Lesson #2: Sonia Sotomayor
But ad herminems abound. This week, Salon ran an article called "Her Honour: Domineering and Dumb" about the kind of language used to discuss Sonia Sotomayor's suitability for the Supreme Court spot. Sotomayor is a Bronx native from a Puerto Rican family, a graduate of Princeton and Yale Law School, and a former commercial litigator and New York assistant district attorney (she's qualified). But rather than focusing on good questions like the strengths and weaknesses of her qualifications and politics, some (male) pundits are focusing on "low-budget aspersions about how brash, bossy and talkative" she is.
Lesson #3: Helen Gurley Brown (advanced)
It also falls in a week where there's lots of talk about a new biography of Helen Gurley Brown and how people used to react to her apparent double standards in gender treatment. In 1991, "in the wake of the Clarence Thomas hearings, and when she was nearing the end of her 32-year tenure as the editor of Cosmopolitan, that great invitation to fanny-pinching, was asked whether any of the women on her staff had ever been sexually harassed, a question to which she jovially replied: 'I certainly hope so.'"
Attempting to rescind her remarks in The Wall Street Journal, Brown claimed she had merely been facetious. But later went on to say that "if you're not a sex object, you're in trouble." Reading about Brown's 1962 life lead one Jezebel writer to the sobering realization that not much has changed since then.
But I and many other feminists think it's worth taking a closer look before we dismiss her so easily. Brown was a strident advocate for the primacy of work in women's lives, and the full equality of women in the workplace. She was actually lobbying for fun and pleasure as icing on the cake of fundamental respect. In other words, it's all fun and games, in the form of flirting, high heels, and general enjoyment, when there's equal power.
As Brown suggested in 1962, if a woman's choice is between a pat on the head and a pat on the bum, I think most women would pick the latter because that can go hand in hand with genuine respect. And most women would be more likely to pick a politician who gets that.
And that's what Campbell doesn't seem to get. Flirt? Sure. Patronize and then claim to be ignorant about why women find this offensive? C'mon.
Lesson #5: Naomi Wolf (advanced)
Now, don't get me wrong. I'm not advocating a return to what some call second-wave feminism, the kind of feminism where we treat men and women exactly the same, ignoring the biological and cultural differences. But we can't ignore the underlying lack of respect inherent in Campbell's remarks and attitude.

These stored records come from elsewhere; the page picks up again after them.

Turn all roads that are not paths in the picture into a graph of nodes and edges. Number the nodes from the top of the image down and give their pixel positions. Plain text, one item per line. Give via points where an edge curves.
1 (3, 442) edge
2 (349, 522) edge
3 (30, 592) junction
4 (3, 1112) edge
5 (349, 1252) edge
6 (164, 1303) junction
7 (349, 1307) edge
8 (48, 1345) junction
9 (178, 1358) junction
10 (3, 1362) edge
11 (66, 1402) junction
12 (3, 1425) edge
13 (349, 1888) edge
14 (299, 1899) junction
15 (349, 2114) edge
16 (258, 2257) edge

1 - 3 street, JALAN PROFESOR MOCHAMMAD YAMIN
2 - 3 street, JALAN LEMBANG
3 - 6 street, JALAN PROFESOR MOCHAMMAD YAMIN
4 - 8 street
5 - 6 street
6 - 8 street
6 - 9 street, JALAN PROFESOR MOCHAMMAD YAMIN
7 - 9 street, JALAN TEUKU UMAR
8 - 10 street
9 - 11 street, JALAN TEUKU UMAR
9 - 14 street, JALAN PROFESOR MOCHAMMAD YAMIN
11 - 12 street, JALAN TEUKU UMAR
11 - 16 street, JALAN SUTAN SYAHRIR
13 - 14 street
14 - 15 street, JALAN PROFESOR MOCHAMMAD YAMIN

As Naomi Wolf points out in the Washington Post this week, it's as or more important than ever to point those cases out. In her review of the Brown biography, Wolf argues that it's all fine and good to embrace individualism. That "third wave feminism is pluralistic, strives to be multiethnic, is pro-sex and tolerant of other women's choices. It has led to an embrace of what was once so politically suspect -- the notion that you can be a 'lipstick lesbian' or a 'riot grrrl' if you want to be, that you can choose your persona and your freedom for yourself... but that a saucy tattoo and a condom do not a revolution make." We still have to point out instances where there's blatant sexism of the kind that undermines women's ability to do their jobs.
And that's what Campbell did. He tried to undermine her ability to do her job, not based on her knowledge or experience, but on her supposed lack of ability to understand, because of her gender, the "big jobs" that make up public life. An election campaign is based on each candidate trying to undermine the other, but the sexism test is this: would he have used those words or that tone with a man of James' caliber?